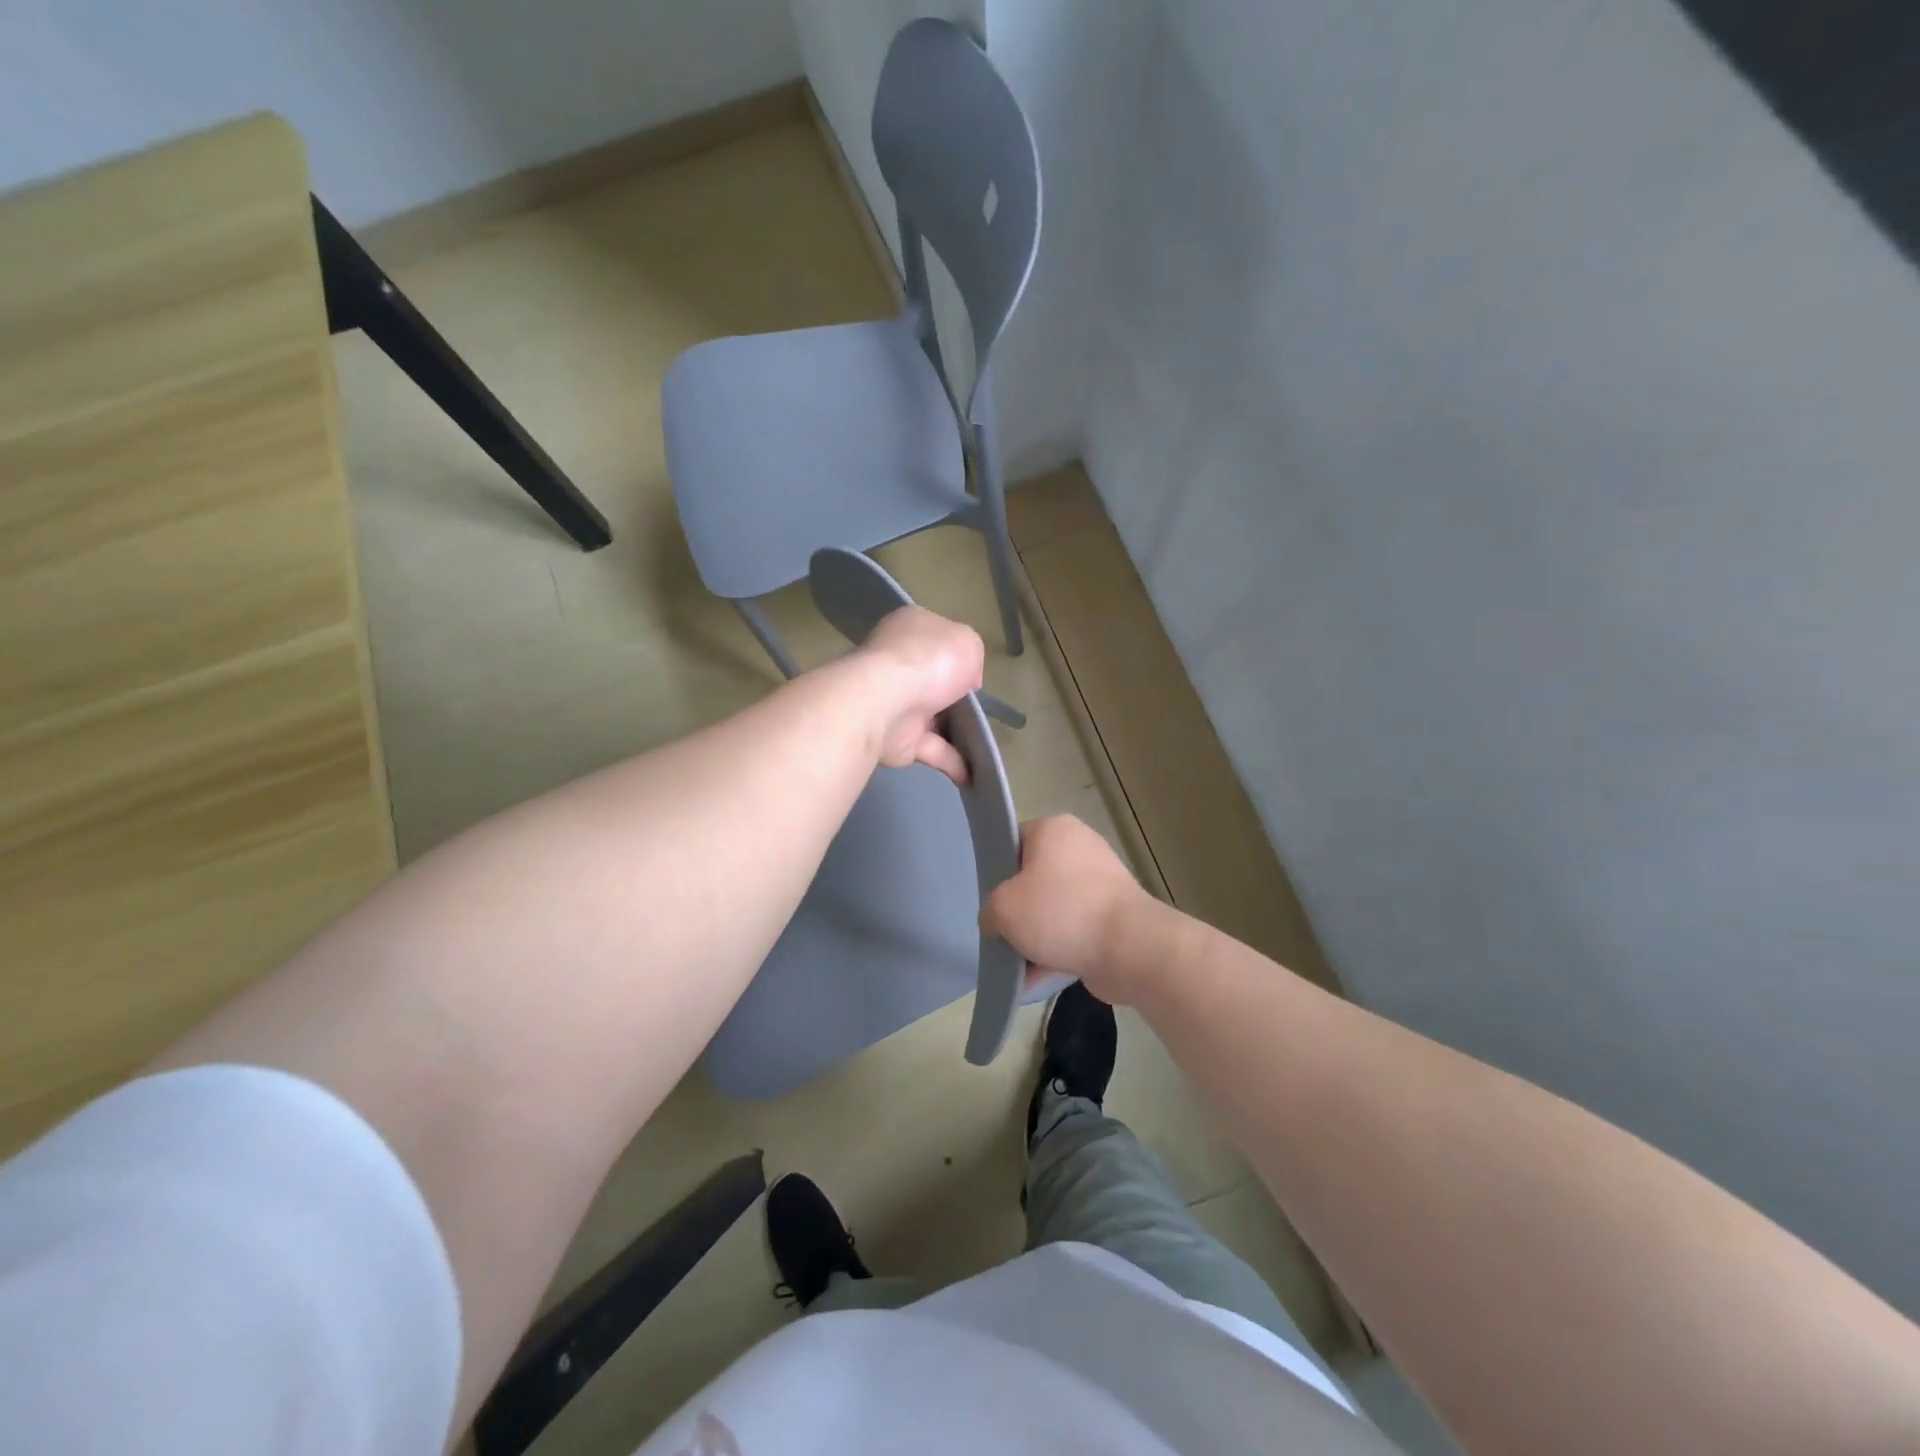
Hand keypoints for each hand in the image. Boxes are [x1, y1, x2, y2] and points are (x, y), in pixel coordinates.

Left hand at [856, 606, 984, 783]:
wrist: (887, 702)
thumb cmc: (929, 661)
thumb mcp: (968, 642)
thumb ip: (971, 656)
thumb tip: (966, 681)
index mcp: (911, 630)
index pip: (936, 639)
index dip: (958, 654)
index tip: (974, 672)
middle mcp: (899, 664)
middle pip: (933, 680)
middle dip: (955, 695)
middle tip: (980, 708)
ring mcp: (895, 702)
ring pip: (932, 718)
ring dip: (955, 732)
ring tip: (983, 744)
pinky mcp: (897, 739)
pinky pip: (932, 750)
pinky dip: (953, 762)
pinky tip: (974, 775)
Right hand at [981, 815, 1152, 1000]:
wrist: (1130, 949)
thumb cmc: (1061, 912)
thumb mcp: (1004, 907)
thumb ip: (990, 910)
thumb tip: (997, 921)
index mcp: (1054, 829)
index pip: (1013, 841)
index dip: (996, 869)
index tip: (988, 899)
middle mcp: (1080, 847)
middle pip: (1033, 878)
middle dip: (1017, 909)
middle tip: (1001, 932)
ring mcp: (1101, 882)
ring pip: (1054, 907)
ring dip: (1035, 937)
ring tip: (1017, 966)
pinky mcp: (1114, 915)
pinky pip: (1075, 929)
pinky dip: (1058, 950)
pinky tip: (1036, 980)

WORK REQUIRED: State how many lines in the records above contain the word "ring". Write the number alone.

TASK SOLUTION: 8